The Common Word manifesto, which invited Christian churches to a new interfaith dialogue based on shared principles of love of God and neighbor, was issued in October 2007 partly in response to Pope Benedict’s Regensburg speech a year earlier.

Bloody protests broke out in Muslim countries after Benedict hinted there that he considered Islam a violent and irrational faith. The Common Word group said the incident revealed such mutual ignorance that a new cooperation drive was needed.

In meetings this year with mostly Protestant leaders, Common Word delegates have proposed regular dialogue sessions, student exchanges, suggested reading lists and other ideas to help Christians and Muslims learn more about each other.

DIALOGUE DEFUSES TENSION

Kalin, an Islamic studies professor at Georgetown University in Washington, said cooperation between churches and mosques in the Netherlands defused tensions before far-right politician Geert Wilders released his anti-Islam film Fitna early this year.

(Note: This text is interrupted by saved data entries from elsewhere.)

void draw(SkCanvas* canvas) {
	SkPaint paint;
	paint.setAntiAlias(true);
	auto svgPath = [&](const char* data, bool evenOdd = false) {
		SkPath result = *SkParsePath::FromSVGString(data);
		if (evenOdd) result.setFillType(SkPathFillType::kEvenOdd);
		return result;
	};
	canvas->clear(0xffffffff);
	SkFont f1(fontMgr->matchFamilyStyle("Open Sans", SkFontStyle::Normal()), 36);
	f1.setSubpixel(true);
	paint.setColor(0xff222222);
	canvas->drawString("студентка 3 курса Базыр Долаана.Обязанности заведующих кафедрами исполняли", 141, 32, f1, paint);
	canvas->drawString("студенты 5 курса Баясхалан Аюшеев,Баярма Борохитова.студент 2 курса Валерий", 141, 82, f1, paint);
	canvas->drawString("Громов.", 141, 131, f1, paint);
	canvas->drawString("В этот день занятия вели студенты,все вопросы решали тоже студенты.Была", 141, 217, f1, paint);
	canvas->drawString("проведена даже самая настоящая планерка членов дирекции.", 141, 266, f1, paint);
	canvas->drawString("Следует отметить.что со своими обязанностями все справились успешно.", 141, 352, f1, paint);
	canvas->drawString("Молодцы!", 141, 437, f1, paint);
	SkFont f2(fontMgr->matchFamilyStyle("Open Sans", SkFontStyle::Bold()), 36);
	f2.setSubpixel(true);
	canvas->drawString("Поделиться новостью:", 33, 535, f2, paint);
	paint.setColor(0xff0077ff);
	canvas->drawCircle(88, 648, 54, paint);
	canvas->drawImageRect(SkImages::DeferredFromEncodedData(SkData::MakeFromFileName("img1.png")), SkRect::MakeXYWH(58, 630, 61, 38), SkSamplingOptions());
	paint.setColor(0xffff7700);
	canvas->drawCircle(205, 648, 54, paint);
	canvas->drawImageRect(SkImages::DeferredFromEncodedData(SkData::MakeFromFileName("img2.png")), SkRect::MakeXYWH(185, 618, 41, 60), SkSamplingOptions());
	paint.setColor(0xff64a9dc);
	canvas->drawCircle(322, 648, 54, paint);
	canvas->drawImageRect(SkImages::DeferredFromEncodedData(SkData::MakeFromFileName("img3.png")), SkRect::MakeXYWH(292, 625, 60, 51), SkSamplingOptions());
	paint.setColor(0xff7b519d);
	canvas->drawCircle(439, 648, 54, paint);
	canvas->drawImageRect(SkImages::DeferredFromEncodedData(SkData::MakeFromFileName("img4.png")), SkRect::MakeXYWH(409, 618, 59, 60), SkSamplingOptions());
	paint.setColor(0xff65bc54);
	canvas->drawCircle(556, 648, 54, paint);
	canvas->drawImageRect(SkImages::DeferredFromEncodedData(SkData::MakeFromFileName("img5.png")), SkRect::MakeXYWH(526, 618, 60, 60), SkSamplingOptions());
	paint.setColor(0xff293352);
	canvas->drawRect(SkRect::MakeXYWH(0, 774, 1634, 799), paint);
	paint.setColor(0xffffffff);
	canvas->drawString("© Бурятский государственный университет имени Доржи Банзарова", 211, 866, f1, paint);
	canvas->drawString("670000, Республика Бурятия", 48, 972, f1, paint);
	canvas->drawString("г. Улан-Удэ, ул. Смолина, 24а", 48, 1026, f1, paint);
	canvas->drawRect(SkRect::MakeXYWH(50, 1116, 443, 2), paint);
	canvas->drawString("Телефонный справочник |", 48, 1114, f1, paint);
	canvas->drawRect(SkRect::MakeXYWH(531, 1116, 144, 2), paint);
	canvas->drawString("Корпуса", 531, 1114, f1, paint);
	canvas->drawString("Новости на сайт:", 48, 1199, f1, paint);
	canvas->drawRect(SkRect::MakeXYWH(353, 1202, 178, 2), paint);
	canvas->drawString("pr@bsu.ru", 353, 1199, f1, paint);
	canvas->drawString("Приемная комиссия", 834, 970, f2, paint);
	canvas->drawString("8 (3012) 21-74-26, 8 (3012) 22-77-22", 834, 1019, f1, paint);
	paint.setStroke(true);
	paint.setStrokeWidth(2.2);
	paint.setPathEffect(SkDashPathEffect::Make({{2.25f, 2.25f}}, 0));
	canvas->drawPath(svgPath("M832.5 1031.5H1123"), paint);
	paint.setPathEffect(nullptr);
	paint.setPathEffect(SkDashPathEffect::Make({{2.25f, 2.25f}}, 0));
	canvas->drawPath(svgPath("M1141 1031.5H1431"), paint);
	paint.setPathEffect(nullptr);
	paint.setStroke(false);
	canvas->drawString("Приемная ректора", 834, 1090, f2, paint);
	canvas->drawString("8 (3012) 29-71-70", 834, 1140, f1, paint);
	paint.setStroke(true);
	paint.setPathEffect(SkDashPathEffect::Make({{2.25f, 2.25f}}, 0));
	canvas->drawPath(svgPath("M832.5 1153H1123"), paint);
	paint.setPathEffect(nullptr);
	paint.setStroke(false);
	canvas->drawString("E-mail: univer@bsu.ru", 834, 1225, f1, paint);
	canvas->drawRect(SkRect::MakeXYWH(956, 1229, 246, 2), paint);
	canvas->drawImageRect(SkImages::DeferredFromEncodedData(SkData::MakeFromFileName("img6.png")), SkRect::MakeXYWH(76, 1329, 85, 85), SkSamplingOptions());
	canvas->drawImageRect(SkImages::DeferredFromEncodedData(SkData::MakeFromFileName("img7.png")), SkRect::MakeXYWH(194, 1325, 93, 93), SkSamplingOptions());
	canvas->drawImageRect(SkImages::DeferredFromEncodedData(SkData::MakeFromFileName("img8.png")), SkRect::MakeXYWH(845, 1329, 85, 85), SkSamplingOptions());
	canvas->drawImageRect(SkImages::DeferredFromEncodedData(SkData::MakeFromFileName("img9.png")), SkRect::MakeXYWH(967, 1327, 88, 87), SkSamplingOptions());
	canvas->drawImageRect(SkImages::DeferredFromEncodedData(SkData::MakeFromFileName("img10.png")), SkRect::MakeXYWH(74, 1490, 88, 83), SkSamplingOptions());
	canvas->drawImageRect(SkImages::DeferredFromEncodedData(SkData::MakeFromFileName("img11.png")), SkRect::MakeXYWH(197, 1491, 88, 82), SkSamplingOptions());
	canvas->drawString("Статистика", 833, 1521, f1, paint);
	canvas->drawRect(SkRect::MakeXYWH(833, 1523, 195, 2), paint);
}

“That was the first fruit of the kind of cooperation we want to have,” he said.

The Common Word manifesto, which now has 271 signatories, brings together leading Muslim officials and scholars from around the world. Its 24-member delegation to the Vatican talks will be led by Grand Mufti of Bosnia Mustafa Ceric.

Cardinal Jean-Louis Tauran, head of the Pontifical Council for Interreligious Dialogue, will head the Catholic delegation made up of 24 Vatican officials and Catholic experts on Islam.

Christianity has about two billion followers worldwide, just over half of them Catholic, while Muslims number 1.3 billion.

The delegations will hold closed-door talks on theology on Tuesday and issues of mutual respect on Wednesday, including the question of religious freedom in Muslim countries that the Vatican is especially keen to discuss.

They will have an audience with Pope Benedict on Thursday before holding a public discussion session that afternoon.

Tauran told the French Catholic daily La Croix in an interview the delegations should discuss religious freedom but it was not a Vatican precondition for a dialogue.

He said if Muslims could build mosques in Europe, Christians should have the same right in majority Muslim countries. Saudi Arabia, which has launched its own interfaith dialogue this year, bar other religions from operating openly there.

“These dialogue initiatives seem quite out of step with the anti-Christian violence that is reported daily from several countries,” he said. “How can we communicate the real openings we are making among elites down to the masses?”